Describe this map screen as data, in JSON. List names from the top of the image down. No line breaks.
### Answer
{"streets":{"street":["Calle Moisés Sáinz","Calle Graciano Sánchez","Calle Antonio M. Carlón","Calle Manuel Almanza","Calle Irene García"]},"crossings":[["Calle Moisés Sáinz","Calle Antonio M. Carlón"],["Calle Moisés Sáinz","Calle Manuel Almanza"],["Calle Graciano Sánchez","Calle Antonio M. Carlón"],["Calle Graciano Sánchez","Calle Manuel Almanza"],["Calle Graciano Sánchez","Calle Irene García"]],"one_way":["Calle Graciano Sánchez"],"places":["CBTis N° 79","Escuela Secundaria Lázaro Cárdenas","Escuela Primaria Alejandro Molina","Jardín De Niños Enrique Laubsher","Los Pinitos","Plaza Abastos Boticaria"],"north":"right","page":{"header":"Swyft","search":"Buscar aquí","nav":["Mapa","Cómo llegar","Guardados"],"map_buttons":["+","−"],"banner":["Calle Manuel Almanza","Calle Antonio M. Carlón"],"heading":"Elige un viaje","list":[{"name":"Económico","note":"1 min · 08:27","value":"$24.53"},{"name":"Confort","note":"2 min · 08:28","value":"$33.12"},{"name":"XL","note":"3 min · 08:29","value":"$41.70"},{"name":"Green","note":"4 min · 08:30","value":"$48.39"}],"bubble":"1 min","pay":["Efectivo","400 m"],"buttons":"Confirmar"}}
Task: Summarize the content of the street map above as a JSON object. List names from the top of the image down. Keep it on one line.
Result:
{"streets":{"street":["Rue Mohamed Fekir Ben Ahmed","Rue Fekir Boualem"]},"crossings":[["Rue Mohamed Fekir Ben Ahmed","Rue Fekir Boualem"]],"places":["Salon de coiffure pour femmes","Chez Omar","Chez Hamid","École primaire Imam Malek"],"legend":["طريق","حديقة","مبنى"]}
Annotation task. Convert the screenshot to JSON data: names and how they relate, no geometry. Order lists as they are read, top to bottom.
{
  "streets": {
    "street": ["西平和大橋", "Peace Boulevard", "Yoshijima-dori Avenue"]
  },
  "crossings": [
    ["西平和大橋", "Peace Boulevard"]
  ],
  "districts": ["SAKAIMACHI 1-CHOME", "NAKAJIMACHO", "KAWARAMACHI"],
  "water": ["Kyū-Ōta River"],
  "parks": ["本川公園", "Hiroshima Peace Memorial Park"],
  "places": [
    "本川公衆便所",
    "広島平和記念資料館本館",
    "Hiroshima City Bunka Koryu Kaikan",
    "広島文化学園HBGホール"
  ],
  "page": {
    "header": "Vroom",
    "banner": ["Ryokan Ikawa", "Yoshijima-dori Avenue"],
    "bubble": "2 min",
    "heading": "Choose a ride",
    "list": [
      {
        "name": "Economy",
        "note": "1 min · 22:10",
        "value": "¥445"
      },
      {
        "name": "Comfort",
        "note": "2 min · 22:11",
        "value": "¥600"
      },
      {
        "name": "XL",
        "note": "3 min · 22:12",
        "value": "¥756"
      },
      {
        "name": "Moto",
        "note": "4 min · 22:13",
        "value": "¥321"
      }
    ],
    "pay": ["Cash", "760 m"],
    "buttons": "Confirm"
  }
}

^^^^^^^^

Try it => Only lines that include "crossings" belong in the answer; copy all of them from the listing.

Written response =>
{"streets":{"street":["Calle Moisés Sáinz","Calle Graciano Sánchez","Calle Antonio M. Carlón","Calle Manuel Almanza","Calle Irene García"]},"crossings":[["Calle Moisés Sáinz","Calle Antonio M. Carlón"],["Calle Moisés Sáinz","Calle Manuel Almanza"],["Calle Graciano Sánchez","Calle Antonio M. Carlón"],["Calle Graciano Sánchez","Calle Manuel Almanza"],["Calle Graciano Sánchez","Calle Irene García"]],"one_way":["Calle Graciano Sánchez"],"places":["CBTis N° 79","Escuela Secundaria Lázaro Cárdenas","Escuela Primaria Alejandro Molina","Jardín De Niños Enrique Laubsher","Los Pinitos","Plaza Abastos Boticaria"],"north":"right","page":{"header":"Swyft","search":"Buscar aquí","nav":["Mapa","Cómo llegar","Guardados"],"map_buttons":["+","−"],"banner":["Calle Manuel Almanza","Calle Antonio M. Carlón"],"heading":"Elige un viaje","list":[{"name":"Económico","note":"1 min · 08:27","value":"$24.53"},{"name":"Confort","note":"2 min · 08:28","value":"$33.12"},{"name":"XL","note":"3 min · 08:29","value":"$41.70"},{"name":"Green","note":"4 min · 08:30","value":"$48.39"}],"bubble":"1 min","pay":["Efectivo","400 m"],"buttons":"Confirmar"}}
{"streets":{"street":["Rue Mohamed Fekir Ben Ahmed","Rue Fekir Boualem"]},"crossings":[["Rue Mohamed Fekir Ben Ahmed","Rue Fekir Boualem"]],"places":["Salon de coiffure pour femmes","Chez Omar","Chez Hamid","École primaire Imam Malek"],"legend":["طريق","حديقة","مبنى"]}
  "crossings": [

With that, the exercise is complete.